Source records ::
..............................

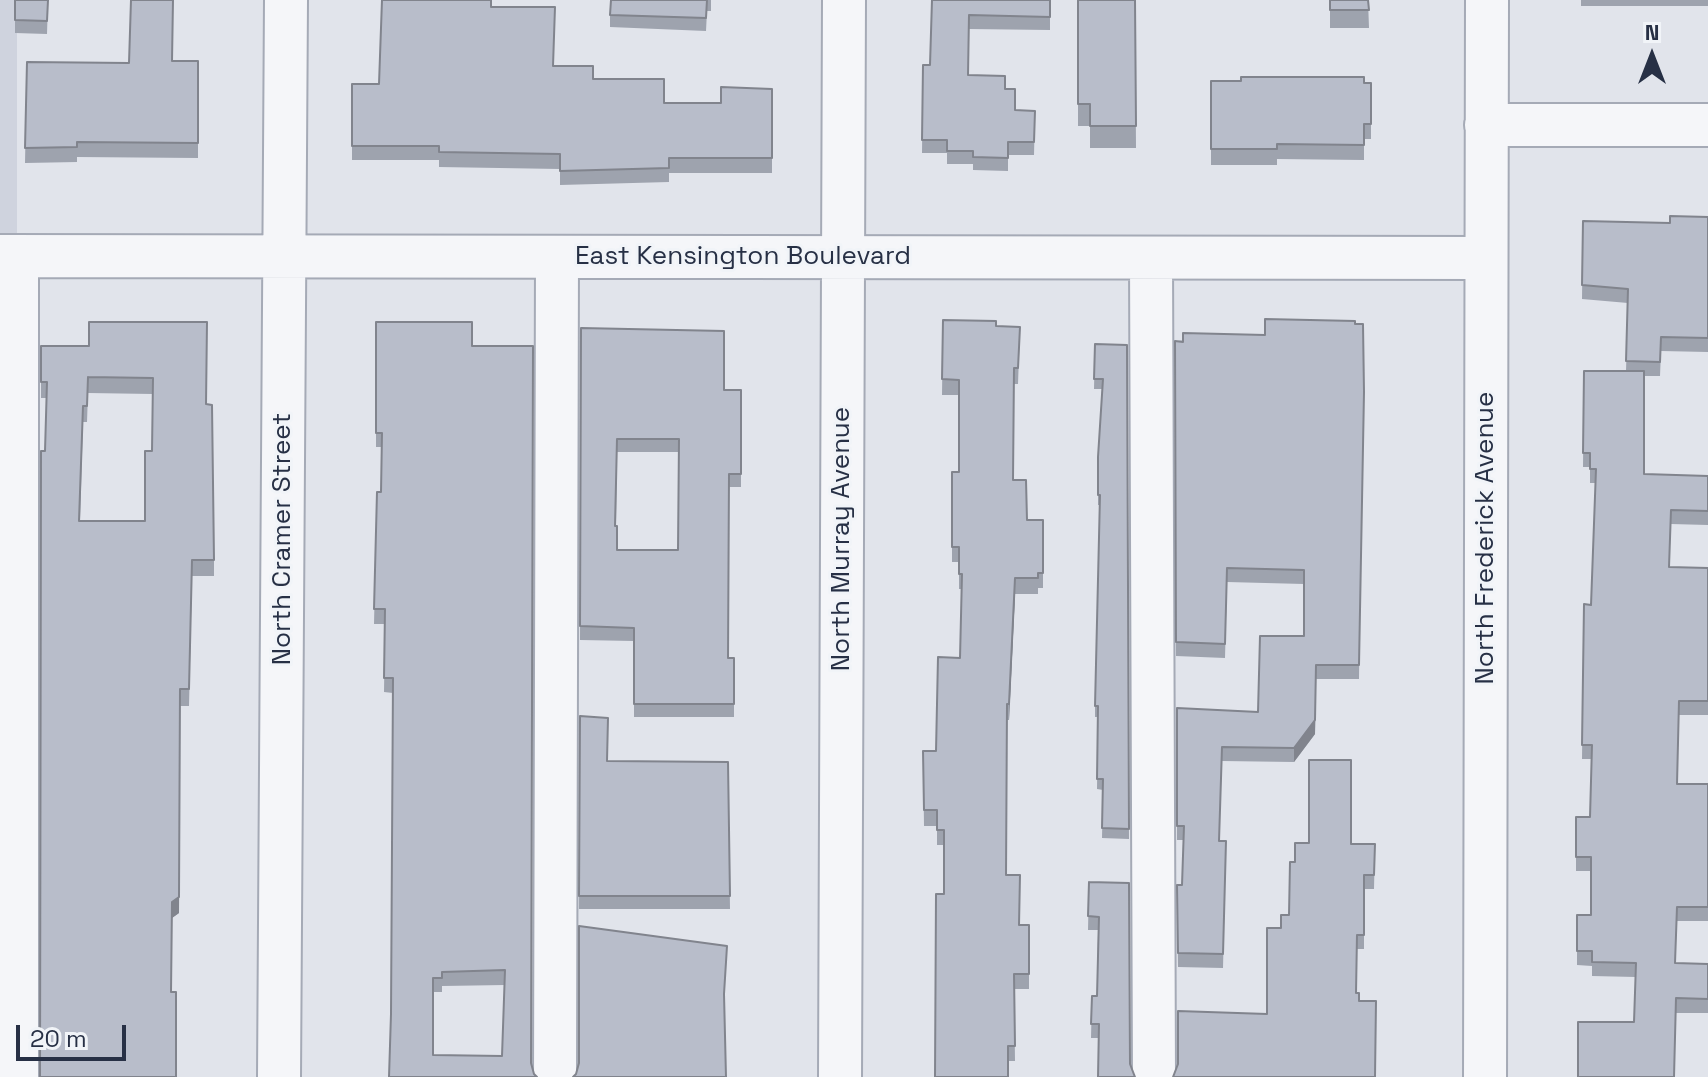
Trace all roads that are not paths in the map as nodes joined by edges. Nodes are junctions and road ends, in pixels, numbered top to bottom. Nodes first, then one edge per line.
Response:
1 (286, 0) edge
2 (844, 0) edge
3 (1487, 0) edge
4 (1486, 125) junction
5 (1708, 125) edge
6 (8, 256) edge
7 (844, 256) junction
8 (285, 257) junction
9 (557, 257) junction
10 (1486, 258) junction
11 (1151, 259) junction
12 (8, 988) edge
13 (17, 1077) edge
14 (279, 1077) edge
15 (555, 1077) edge
16 (840, 1077) edge
17 (1154, 1077) edge
18 (1485, 1077) edge

1 - 8 street, North Cramer Street
2 - 7 street, North Murray Avenue
3 - 4 street, North Frederick Avenue
4 - 5 street
4 - 10 street, North Frederick Avenue
6 - 8 street, East Kensington Boulevard
6 - 12 street
7 - 9 street, East Kensington Boulevard
7 - 11 street, East Kensington Boulevard
7 - 16 street, North Murray Avenue
8 - 9 street, East Kensington Boulevard
8 - 14 street, North Cramer Street
9 - 15 street
10 - 11 street, East Kensington Boulevard
10 - 18 street, North Frederick Avenue
11 - 17 street
12 - 13 street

..............................

Exercise aim ::
Skip every picture and transcribe the data above exactly.

Expected answer ::
Trace all roads that are not paths in the map as nodes joined by edges. Nodes are junctions and road ends, in pixels, numbered top to bottom. Nodes first, then one edge per line.
Response:
1 (286, 0) edge
2 (844, 0) edge
3 (1487, 0) edge
4 (1486, 125) junction
5 (1708, 125) edge
6 (8, 256) edge
7 (844, 256) junction
8 (285, 257) junction
9 (557, 257) junction
10 (1486, 258) junction
11 (1151, 259) junction
12 (8, 988) edge
13 (17, 1077) edge
14 (279, 1077) edge
15 (555, 1077) edge
16 (840, 1077) edge
17 (1154, 1077) edge
18 (1485, 1077) edge

1 - 8 street, North Cramer Street
2 - 7 street, North Murray Avenue
3 - 4 street, North Frederick Avenue
4 - 5 street
4 - 10 street, North Frederick Avenue
6 - 8 street, East Kensington Boulevard
6 - 12 street
7 - 9 street, East Kensington Boulevard
7 - 11 street, East Kensington Boulevard
7 - 16 street, North Murray Avenue
8 - 9 street, East Kensington Boulevard
8 - 14 street, North Cramer Street
9 - 15 street
10 - 11 street, East Kensington Boulevard
10 - 18 street, North Frederick Avenue
11 - 17 street
12 - 13 street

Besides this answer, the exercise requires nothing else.